Stored data:
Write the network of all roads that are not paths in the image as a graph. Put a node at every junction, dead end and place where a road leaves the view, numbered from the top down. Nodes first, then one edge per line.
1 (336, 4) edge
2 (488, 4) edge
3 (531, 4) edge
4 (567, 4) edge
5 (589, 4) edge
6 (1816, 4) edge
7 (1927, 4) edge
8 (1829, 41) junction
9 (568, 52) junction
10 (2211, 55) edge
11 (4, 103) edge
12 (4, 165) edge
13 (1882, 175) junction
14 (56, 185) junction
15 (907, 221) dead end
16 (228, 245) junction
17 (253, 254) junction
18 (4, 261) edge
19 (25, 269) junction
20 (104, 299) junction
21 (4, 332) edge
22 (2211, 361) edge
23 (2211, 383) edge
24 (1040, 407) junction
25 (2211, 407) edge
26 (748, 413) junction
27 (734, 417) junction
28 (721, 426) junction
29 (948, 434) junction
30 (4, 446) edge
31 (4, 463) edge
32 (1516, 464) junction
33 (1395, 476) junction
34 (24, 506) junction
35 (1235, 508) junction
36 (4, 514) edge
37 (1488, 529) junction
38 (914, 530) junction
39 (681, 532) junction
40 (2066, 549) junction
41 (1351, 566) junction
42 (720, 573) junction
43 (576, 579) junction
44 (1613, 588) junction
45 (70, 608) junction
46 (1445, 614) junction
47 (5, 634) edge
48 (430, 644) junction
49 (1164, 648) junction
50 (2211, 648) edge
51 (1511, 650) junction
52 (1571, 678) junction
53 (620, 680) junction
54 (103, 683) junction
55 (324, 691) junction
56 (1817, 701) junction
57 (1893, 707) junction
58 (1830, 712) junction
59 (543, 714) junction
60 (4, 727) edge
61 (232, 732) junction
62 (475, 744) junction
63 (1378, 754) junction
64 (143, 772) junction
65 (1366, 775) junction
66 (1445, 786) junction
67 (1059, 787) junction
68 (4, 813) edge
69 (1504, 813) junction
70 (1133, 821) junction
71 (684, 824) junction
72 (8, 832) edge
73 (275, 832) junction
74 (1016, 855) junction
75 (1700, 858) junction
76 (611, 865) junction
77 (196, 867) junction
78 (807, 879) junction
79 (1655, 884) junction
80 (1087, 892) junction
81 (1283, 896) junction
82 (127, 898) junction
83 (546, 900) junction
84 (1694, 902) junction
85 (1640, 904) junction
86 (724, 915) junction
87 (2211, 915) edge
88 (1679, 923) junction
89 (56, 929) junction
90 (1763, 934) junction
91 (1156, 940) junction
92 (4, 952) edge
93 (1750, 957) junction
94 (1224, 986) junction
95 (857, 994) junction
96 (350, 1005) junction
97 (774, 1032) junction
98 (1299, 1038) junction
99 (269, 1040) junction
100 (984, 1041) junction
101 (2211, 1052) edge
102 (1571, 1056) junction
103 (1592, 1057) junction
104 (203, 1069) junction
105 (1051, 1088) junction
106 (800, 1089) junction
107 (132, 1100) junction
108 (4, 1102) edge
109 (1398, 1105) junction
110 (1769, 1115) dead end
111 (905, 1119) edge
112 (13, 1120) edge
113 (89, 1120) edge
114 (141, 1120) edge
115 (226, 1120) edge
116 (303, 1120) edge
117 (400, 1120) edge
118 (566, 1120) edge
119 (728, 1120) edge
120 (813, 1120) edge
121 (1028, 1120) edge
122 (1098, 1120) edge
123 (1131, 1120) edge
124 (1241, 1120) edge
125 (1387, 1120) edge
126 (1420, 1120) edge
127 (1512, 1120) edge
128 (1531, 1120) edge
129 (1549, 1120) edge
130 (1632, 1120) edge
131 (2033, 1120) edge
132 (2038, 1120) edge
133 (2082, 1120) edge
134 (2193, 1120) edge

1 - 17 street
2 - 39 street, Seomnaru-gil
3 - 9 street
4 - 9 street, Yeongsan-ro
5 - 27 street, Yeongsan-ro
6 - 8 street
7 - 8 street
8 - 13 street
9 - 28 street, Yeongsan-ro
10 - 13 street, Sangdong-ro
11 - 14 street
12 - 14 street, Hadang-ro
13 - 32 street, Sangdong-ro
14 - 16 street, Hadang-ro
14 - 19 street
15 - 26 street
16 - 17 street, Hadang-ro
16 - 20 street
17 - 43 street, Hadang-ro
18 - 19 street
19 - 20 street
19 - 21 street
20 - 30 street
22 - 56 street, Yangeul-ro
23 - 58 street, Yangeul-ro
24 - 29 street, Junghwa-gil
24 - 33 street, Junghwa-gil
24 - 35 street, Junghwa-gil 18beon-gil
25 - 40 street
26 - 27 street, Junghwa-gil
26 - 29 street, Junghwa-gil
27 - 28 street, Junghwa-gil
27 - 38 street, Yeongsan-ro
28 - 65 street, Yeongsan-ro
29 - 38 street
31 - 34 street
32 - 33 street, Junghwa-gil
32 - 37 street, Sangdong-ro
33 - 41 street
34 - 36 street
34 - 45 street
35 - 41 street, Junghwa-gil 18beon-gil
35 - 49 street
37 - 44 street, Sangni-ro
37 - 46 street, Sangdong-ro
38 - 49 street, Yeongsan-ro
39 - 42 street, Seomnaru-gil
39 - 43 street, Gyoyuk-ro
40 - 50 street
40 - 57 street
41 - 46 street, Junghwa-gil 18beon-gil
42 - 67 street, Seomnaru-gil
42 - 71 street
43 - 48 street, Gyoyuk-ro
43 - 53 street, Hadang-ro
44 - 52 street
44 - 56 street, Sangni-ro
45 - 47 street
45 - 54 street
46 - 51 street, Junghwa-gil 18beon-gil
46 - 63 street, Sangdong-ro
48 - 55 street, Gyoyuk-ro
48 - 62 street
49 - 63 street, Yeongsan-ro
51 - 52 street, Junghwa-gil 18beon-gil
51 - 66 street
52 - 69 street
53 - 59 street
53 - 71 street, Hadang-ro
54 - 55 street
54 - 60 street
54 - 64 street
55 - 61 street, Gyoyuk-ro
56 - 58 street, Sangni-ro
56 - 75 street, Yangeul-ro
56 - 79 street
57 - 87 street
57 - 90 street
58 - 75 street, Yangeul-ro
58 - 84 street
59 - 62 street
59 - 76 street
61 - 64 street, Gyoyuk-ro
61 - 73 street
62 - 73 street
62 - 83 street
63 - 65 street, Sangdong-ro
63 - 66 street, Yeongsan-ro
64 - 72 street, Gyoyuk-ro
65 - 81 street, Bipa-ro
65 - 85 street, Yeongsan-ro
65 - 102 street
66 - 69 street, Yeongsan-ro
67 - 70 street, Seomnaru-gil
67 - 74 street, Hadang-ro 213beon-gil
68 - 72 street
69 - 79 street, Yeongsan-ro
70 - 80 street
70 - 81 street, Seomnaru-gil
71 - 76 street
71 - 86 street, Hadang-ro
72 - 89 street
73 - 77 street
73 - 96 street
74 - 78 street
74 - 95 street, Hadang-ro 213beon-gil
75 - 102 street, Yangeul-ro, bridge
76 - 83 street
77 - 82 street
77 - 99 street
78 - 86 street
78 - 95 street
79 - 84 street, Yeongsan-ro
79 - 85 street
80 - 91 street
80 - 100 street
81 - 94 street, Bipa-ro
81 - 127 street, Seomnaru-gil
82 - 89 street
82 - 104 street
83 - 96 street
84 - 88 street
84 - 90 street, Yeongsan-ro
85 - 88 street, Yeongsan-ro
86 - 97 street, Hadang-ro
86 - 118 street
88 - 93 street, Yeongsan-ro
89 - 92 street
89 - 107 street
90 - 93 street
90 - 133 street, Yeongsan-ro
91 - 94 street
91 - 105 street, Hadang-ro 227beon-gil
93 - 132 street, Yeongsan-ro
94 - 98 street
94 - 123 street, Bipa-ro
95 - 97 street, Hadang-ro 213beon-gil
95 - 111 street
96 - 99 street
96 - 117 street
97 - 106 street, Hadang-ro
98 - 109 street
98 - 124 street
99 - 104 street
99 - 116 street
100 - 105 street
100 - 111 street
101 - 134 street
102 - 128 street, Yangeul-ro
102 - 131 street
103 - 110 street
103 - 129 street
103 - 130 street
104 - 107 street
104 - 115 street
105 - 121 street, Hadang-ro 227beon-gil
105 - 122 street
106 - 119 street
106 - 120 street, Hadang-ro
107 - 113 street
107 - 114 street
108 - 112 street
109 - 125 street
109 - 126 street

**WORK TO COMPLETE**
Report only how many lines in the entries contain "Gyoyuk".

**ANSWER TO THIS EXERCISE**
6